The Granite Hydroelectric Power Station was built in 1896–1897 at the mouth of Big Cottonwood Canyon, about  southeast of Salt Lake City, Utah, United States(in what is now eastern Cottonwood Heights. The plant comprises the powerhouse, transformer house, a wooden conduit, penstocks, and a small dam. Like the Stairs Station upstream, it represents an intact high-head generating plant from the late 19th century.

Description
The powerhouse is a rectangular brick building on a concrete foundation, with extensive corbeling. The interior is a single room with two Pelton wheels flanking a generator, which replaced two older turbine-generator units.

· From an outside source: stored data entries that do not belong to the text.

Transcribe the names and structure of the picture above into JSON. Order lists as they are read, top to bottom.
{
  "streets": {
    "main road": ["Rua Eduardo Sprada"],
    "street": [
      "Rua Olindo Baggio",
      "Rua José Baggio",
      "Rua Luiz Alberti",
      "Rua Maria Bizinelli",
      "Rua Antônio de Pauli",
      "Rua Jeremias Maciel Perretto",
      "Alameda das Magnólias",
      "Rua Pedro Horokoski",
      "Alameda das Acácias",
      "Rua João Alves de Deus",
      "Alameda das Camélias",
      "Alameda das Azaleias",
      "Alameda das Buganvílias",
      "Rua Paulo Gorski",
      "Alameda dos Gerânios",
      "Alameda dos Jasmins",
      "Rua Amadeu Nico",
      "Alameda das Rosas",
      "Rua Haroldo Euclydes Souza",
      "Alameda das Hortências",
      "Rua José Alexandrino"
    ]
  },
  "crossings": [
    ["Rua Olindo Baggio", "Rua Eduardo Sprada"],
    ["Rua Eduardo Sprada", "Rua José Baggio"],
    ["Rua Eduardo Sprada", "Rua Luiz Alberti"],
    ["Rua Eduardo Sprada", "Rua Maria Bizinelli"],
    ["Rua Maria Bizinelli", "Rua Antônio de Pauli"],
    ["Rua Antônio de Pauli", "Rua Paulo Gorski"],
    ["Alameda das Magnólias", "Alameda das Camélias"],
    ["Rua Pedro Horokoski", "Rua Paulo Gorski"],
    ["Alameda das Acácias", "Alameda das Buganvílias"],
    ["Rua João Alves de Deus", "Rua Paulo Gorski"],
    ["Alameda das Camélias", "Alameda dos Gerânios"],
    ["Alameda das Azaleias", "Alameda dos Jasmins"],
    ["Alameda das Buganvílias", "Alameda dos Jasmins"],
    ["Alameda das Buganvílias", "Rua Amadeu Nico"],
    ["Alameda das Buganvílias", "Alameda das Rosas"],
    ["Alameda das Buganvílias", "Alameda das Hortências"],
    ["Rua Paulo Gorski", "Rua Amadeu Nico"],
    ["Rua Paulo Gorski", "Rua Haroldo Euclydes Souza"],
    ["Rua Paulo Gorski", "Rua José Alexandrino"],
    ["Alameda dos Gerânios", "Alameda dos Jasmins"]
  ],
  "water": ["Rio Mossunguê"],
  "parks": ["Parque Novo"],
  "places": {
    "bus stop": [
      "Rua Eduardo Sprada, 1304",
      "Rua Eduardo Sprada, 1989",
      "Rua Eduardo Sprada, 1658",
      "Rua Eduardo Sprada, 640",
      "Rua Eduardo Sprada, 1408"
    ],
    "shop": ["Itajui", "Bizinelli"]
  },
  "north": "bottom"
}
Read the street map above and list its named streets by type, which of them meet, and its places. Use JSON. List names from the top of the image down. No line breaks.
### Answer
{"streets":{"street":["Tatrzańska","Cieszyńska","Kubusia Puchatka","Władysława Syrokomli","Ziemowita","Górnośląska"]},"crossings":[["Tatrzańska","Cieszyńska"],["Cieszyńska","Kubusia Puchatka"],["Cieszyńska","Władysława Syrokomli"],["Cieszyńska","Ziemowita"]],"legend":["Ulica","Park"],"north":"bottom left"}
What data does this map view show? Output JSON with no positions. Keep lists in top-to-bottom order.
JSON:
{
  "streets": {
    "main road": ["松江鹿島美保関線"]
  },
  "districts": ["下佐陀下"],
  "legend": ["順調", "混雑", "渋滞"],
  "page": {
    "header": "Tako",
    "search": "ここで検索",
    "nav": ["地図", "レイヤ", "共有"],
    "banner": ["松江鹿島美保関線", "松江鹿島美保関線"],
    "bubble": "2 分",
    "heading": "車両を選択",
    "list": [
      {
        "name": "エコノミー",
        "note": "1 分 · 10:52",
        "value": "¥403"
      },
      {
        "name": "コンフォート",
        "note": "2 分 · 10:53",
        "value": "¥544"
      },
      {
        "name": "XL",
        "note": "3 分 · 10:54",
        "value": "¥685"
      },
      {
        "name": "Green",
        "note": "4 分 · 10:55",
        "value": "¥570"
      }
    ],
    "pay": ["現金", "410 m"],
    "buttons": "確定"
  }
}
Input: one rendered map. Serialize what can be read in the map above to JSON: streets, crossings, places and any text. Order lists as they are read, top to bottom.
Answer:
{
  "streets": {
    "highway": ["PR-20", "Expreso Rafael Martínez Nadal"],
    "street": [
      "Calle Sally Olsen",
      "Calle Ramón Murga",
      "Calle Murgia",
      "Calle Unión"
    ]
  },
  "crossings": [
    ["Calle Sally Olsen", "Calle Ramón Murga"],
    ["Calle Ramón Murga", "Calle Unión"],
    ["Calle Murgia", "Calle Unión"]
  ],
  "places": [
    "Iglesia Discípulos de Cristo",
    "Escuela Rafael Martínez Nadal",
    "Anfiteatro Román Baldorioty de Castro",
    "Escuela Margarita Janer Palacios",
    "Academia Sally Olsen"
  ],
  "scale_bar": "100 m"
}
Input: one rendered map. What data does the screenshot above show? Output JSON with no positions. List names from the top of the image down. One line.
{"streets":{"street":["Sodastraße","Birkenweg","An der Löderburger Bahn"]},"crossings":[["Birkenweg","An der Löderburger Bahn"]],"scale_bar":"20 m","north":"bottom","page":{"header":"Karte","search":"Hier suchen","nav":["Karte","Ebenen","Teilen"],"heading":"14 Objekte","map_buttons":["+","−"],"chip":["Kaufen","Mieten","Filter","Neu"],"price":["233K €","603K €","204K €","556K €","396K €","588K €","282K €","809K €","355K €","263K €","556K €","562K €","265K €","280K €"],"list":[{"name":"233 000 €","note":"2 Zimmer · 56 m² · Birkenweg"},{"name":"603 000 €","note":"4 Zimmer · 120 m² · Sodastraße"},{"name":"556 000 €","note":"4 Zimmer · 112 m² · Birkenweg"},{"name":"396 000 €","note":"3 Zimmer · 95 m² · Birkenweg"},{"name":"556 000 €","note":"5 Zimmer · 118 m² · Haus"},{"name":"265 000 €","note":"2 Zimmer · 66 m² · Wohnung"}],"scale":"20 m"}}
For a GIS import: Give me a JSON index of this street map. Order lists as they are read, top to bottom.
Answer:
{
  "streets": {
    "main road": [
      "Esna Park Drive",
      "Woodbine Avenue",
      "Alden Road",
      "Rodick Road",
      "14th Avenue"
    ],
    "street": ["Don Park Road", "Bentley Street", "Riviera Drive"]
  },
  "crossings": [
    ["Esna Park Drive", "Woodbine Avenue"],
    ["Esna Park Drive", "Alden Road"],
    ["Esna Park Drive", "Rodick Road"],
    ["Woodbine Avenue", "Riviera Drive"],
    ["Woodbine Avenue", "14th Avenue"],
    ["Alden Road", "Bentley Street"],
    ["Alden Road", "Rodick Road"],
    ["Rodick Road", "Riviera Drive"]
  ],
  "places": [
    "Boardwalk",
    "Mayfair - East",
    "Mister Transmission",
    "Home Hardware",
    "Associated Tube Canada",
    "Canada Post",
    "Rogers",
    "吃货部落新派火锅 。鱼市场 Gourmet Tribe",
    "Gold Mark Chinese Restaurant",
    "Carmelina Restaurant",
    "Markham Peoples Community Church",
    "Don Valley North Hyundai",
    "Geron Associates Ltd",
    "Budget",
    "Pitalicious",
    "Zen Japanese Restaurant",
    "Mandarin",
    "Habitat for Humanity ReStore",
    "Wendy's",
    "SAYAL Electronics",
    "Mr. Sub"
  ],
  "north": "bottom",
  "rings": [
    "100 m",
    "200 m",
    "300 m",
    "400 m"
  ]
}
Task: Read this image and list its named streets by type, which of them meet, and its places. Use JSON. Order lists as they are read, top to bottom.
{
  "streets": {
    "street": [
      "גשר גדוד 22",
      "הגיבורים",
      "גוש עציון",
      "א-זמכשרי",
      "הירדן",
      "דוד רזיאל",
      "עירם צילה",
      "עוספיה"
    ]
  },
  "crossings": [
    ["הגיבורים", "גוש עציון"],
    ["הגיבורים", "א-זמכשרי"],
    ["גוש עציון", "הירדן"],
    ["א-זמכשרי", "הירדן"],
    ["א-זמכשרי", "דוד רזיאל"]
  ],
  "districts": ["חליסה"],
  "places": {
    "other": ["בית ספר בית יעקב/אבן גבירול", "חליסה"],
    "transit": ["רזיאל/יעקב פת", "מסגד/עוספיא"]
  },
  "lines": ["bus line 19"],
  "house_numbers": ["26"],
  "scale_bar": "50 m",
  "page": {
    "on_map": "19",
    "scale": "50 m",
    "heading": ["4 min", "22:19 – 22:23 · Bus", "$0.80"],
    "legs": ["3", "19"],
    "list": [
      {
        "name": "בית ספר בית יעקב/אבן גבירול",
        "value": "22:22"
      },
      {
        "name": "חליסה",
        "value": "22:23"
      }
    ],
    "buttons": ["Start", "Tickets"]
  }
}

A work area in the station was powered by a  Pelton wheel driving a belt, an unusual feature. The ceiling is a peaked assembly of steel beams with an arched brick infill. Water is supplied through a steel conduit and penstock system with a  head from the Stairs Station upstream. The dam, built in 1945, is part of neither historic district.

The transformer house is a plainer version of the power house. The operator's residence is nearby, built using the same sand-colored brick with extensive corbeling and a hipped roof. Two other residences of wood frame construction stand nearby, added in the 1920s. The present operator's residence is outside the historic district.

History
The Granite Power Station was built beginning in 1896 by the Utah Power Company, owned by the Salt Lake City Railroad Company to provide power to the company's streetcar system. The station did not live up to expectations and was frequently out of service. After several changes of ownership, the plant passed into the hands of Utah Power and Light in 1912. PacifiCorp later took ownership in 1989 operating the site under its own name as well as the name Rocky Mountain Power.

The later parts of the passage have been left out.